The donated Model 351 dates from 1954, when Bob Moog was just 20 and building instruments in his father's basement workshop.
The Bob Moog Foundation has added a rare R.A. Moog Model 351 theremin, built in 1954, to its archives in Asheville. Bob Moog was just 20 when the model went on sale, a year after his first commercial release – the Model 201, and the simpler, budget-focused Model 305.
Catch up on all the latest news here.
Tammy and Phil Niemeyer donated the theremin, originally bought by Tammy’s grandfather James Gray Everhart. James was a musician and engineer with a love of gadgets and bought the theremin in Sherman, Texas, around 1955. Family members recall him playing soft ballads by ear for friends.

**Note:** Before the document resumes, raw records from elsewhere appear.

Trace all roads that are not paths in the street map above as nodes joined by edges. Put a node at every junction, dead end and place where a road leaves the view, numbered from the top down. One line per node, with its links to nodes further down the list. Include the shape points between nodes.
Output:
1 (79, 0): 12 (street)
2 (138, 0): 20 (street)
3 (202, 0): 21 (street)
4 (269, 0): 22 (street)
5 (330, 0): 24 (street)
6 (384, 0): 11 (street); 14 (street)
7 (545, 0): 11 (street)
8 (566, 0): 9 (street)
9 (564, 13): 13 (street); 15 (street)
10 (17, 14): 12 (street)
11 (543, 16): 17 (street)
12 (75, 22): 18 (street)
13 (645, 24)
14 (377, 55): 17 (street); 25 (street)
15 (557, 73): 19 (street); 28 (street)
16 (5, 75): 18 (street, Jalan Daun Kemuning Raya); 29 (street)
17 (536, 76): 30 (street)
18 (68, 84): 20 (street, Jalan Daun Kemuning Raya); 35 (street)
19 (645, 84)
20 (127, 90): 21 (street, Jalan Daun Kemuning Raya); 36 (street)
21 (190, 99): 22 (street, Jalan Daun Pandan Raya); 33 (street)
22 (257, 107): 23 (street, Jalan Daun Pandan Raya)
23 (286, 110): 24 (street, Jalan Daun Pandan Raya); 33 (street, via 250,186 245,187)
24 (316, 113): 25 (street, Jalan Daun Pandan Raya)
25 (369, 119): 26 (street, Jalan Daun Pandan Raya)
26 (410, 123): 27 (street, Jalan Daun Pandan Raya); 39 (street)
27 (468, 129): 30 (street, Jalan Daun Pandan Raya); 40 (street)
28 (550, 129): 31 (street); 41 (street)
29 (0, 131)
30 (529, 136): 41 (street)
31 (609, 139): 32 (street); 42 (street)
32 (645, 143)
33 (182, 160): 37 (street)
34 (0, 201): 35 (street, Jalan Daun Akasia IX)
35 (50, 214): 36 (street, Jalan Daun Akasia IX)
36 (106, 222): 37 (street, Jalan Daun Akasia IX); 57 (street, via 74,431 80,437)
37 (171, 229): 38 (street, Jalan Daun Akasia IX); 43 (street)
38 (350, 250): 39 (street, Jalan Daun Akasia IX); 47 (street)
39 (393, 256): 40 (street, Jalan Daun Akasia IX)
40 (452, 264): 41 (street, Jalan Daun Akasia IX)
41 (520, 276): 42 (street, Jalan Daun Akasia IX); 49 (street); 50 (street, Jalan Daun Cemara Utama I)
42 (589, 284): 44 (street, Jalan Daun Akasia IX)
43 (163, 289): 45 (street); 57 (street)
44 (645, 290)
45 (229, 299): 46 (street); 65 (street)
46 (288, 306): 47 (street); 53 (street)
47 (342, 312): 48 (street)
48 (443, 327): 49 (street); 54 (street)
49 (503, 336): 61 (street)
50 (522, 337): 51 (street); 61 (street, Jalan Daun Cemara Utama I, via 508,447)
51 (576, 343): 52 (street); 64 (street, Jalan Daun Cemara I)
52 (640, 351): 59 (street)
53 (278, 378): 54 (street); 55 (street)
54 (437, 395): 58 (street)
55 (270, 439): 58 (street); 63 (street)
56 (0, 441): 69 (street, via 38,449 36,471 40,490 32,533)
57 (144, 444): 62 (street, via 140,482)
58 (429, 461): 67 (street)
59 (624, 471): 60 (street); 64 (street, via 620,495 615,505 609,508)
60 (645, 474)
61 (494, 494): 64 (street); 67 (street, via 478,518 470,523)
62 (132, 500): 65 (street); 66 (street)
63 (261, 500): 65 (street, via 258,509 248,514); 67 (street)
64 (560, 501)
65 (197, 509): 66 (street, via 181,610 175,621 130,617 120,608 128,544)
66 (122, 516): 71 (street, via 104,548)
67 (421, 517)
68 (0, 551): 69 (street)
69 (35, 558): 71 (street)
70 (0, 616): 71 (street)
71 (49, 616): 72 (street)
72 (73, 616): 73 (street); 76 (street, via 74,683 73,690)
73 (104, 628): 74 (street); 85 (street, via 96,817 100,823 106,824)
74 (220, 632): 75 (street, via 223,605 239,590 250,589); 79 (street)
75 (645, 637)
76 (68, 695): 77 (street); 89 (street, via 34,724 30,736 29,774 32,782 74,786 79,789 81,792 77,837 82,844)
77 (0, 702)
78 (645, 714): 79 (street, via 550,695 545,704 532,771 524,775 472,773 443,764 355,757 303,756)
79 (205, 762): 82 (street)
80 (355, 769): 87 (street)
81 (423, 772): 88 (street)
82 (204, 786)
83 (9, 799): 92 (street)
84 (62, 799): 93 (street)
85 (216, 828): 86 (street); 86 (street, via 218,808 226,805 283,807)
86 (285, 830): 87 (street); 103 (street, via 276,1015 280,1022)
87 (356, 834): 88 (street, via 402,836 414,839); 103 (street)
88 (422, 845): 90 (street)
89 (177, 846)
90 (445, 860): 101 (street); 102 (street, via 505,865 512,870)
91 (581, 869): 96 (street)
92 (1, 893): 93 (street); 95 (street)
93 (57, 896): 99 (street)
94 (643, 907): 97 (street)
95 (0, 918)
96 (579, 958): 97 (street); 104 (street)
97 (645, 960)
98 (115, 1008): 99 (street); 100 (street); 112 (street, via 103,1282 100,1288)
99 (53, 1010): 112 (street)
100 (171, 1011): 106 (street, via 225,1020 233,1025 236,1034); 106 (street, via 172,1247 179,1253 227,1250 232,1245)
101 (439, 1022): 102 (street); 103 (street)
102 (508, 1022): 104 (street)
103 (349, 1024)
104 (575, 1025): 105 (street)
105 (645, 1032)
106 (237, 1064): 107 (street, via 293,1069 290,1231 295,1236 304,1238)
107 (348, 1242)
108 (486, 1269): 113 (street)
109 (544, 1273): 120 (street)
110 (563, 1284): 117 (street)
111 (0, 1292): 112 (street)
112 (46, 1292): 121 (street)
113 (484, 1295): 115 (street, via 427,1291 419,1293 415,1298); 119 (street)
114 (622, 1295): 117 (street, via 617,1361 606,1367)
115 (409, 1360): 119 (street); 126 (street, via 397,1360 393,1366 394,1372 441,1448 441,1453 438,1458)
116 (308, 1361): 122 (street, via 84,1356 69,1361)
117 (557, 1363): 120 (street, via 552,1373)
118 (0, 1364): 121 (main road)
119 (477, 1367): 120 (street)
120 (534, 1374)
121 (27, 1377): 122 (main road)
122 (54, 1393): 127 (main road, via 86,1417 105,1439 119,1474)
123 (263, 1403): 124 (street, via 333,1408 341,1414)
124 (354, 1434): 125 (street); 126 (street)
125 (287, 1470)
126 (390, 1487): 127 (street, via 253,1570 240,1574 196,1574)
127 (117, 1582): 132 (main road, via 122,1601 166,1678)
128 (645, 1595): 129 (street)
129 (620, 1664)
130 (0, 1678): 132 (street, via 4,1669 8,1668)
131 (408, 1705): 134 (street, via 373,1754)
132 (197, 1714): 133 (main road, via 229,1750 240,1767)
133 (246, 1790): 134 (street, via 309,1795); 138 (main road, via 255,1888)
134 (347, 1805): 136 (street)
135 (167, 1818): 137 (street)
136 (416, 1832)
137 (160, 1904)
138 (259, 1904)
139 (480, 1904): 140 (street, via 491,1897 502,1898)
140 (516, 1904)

The five-octave, vacuum tube-based Model 351 was hand-assembled in his father George’s basement workshop, like all of Moog’s instruments at the time. Its mahogany cabinet houses a volume control plate on the left and a pitch antenna on the right, with a silkscreened front panel hosting three separate volume knobs whose specific functions Moog left out of the operation manual, leaving players to work them out by ear.
Two four-position switches control what Moog called “Synthetic Format” – functionality missing from the stripped-down Model 305. The first switch shifts tone between Principal, Woodwind, Horn and String settings, while the second transposes pitch across Fundamental, Octave, Quint and Superoctave. A Pitch Adjustment knob fine-tunes from there. Unlike the self-contained Model 201, the 351 dropped its internal amp and speaker in favour of external outputs. Moog featured the model in his 1956 Audiocraft magazine piece, “Music from Electrons.”
“We are thrilled to have this extremely rare R.A. Moog Model 351 theremin as part of the Bob Moog Foundation Archives,” said Michelle Moog-Koussa, the Foundation’s Executive Director. “This stunning historical instrument helps us trace the evolution of Bob’s design ethic, while sharing the growth of his fledgling company.”
The Model 351 joins a collection that includes a 1954 Model 201, Herb Deutsch’s Melodia theremin, a 1962 Troubador theremin, two 1967 Moog modular synths and the first Minimoog Voyager ever sold, among more than 15,000 items housed at the Foundation’s Moogseum.